I decided to start a new thread in case someone wants to teach this separately as well.

See this thread for what I’m talking about doing wrong:
http://www.germanshepherds.com/forum/ubb...&gonew=1#UNREAD


I think I did this wrong. 
I think I should have taught the hold first









I was reading Patti's post down in the service dog section about Grimm http://www.germanshepherds.com/forum/ubb...&gonew=1#UNREAD and thought how fun it would be to teach Dante to carry things.

So now the question is do I change using the same old wallet I've been using (no command to it yet, just a click when he puts it in my hand) or do I find something new to start with?

Does the hold work the same way? Start with a touch etc?


----------



## IliamnasQuest (Aug 24, 2005)

The hold, to me, is just part of the training and can be taught separately or with the other training. It fits right in with what you're doing, but I think that you kind of skipped over it (maybe) and went right to the "pick up and give to me".

I teach the hold along with the initial part. I do all of the "look at, touch it, mouth it, take it" training as described in the previous thread, but at the "take it" level I work on holding it for longer and longer periods of time, and I add in the "hold" command. I make sure that the dog understands and consistently complies with the "Hold it", to the point where the dog can hold it for a minute or so without spitting it out. At that point I may work on adding in a step - giving the dog the item, using the "hold it" command and then walking the dog forward a step while urging/praising the "hold it" to continue. I only expect one step initially, and when that is good I can ask for another step and gradually build to the point where the dog will carry the item around for me.

You could continue to use the wallet if you want. You could also choose to use something else. If he's consistently taking the wallet from your hand, you could work on having him take various other items from your hand - or you could work on the hold - or you could work on both, with the hold being done with the familiar item and the other being done with whatever you want to use.

You know, for me it really depends on the dog and how they're working for me.

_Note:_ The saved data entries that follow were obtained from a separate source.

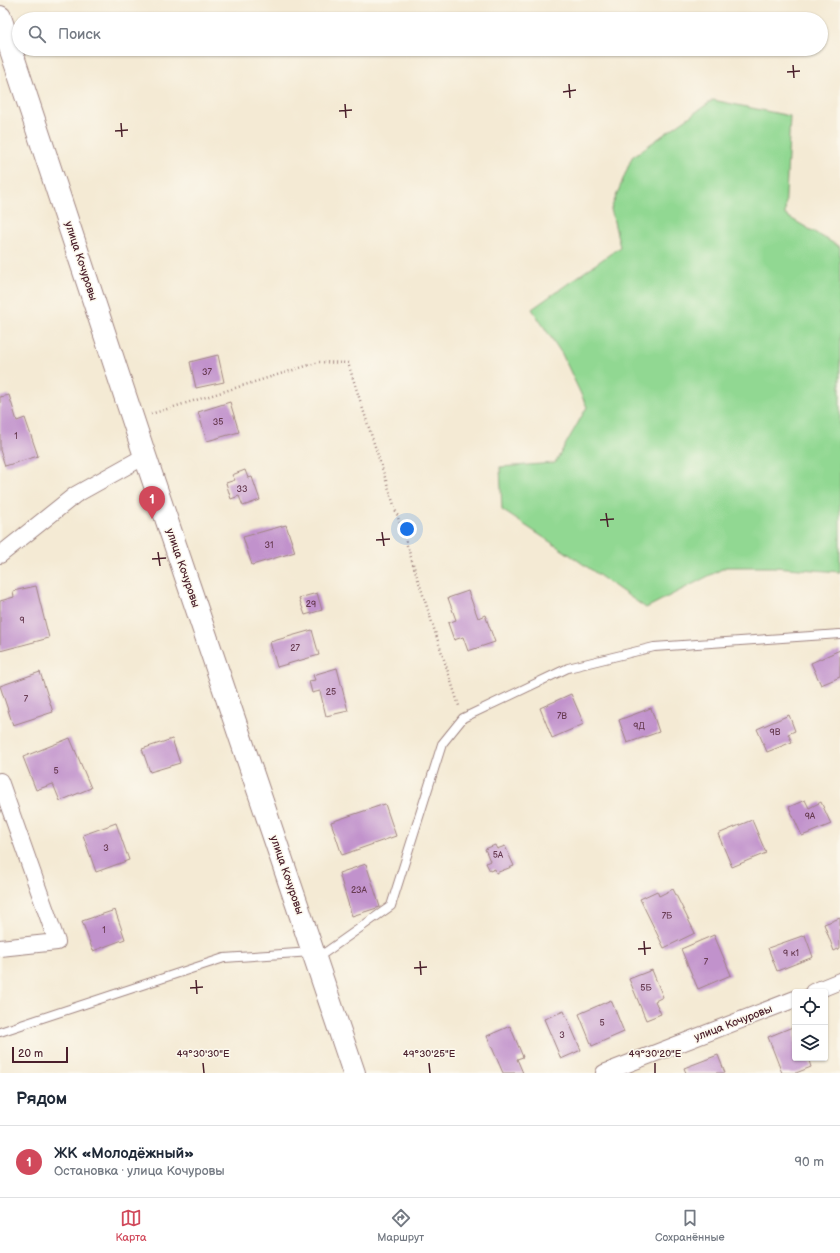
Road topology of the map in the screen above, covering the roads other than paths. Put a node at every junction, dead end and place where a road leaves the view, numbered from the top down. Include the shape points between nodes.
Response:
1 (0, 17) edge
2 (12, 53) edge
3 (13, 56) edge
4 (145, 456) junction
5 (0, 555) edge
6 (840, 634) edge
7 (0, 781) edge
8 (0, 948) edge
9 (314, 956) junction
10 (840, 981) edge
11 (820, 989) edge
12 (792, 1000) edge
13 (0, 1032) edge
14 (354, 1073) edge
15 (604, 1073) edge

1 - 2 street, улица Кочуровы
3 - 4 street, улица Кочуровы
4 - 5 street via 75,495
4 - 9 street, улица Кочуровы
6 - 9 lane via 654,647 568,668 463,718 442,744 391,906
7 - 8 street via 57,942
9 - 13 lane via 224,958
9 - 14 street, улица Кочуровы
10 - 11 street
12 - 15 street, улица Кочуровы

A dog with retrieving instinct already will be easier to push through the various retrieving concepts and I might work them on take and hold with various items pretty quickly. A dog with little retrieve instinct (like my chows), I tend to stay with one concept and spend a LOT of time rewarding it before moving on. That's how I made Khana so solid in the retrieving. She couldn't care less about retrieving (rarely plays with toys, and usually if she picks up a toy its to bring to me and toss in hopes that I'll give her treats - which I usually do, since I am a well-trained human .. *L*). So for her I really had to build a strong base, and then broaden that out slowly to encompass all the other concepts of retrieving (picking up different items, like metal/cloth/wood; pulling items to me that were too big/bulky to carry (like a pair of pants); going to various items at a distance; and retrieving thrown items - mostly doing this in hopes of competing in open with her someday).

My GSDs were always good at carrying things for me - my first GSD carried a little flag throughout an entire parade! - but my chows don't enjoy it much. It's not a natural behavior for them. GSDs overall tend to like to carry around toys, sticks, etc. so it's usually easy to develop that behavior.

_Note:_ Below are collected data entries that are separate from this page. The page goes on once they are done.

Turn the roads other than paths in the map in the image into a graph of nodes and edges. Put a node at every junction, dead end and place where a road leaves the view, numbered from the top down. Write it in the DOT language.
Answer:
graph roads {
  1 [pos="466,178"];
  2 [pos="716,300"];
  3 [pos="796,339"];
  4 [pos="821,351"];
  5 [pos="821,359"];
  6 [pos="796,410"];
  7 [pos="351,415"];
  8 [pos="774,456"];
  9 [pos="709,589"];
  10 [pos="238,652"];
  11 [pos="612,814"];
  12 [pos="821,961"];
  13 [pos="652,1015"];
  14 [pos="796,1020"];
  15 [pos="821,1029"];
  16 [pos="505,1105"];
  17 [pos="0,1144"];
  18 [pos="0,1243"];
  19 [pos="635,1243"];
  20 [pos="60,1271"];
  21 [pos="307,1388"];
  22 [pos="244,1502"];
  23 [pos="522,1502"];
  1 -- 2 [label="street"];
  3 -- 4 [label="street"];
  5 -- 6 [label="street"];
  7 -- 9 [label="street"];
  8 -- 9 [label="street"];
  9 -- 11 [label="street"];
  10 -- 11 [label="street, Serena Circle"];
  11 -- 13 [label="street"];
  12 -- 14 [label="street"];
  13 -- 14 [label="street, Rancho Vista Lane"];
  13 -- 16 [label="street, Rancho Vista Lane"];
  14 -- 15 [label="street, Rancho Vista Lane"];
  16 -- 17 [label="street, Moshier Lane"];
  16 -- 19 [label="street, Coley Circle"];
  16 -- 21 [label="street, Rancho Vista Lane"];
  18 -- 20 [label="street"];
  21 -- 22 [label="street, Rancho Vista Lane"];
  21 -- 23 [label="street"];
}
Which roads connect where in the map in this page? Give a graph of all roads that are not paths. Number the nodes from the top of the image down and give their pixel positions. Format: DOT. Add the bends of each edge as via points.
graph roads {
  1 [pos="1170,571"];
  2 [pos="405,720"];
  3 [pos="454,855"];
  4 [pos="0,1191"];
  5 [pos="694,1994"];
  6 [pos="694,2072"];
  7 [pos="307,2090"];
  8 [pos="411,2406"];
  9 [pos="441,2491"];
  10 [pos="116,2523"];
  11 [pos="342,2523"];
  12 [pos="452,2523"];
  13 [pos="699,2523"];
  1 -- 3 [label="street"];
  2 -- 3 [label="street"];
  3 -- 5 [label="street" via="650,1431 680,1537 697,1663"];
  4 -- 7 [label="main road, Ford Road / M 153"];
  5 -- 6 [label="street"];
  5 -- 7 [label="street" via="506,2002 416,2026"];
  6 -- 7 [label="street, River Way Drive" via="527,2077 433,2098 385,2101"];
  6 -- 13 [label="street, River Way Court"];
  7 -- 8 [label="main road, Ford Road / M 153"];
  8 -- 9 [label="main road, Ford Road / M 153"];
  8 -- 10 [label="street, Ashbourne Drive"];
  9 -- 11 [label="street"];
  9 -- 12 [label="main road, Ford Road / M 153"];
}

Does this help answer your question? *L* I don't think you did anything wrong, just may have skipped over some things.

Melanie and the gang in Alaska


----------



## ltsgsd (Jan 31, 2009)

My GSD will take the object but is having a hard tome getting the hold it and I need him to hold it calmly, not mouthing it. Any suggestions on how to achieve this.


----------



## doggiedad (Dec 2, 2007)

i play "find it" with my dog. i'll hide things indoors or outside
and he'll find them and bring them to me. i can also give him things
to take to my GF. my boy will take the mail from the mail person and bring it to us. one day we're in the car and my GF ask
did i bring treats and water for the dog. then she ask me did i bring his leash. i said no, he got it. when ever we leave the house
my dog always takes his leash. i keep his leash folded down with 
a rubber band around it. his leash is in a box beside the door
with his brush comb, toys, bones etc.

i think from playing "find it" my dog learned to carry things. when our dog was a puppy i use to hold him and face him towards
my GF and say "go to Rosie". as i said "go to Rosie" my GF would
call him at the same time. then she would face our dog towards
me and say "go to Tillmon". from playing this game
my dog learned to bring things to us. we give our dog
various things to carry.


----------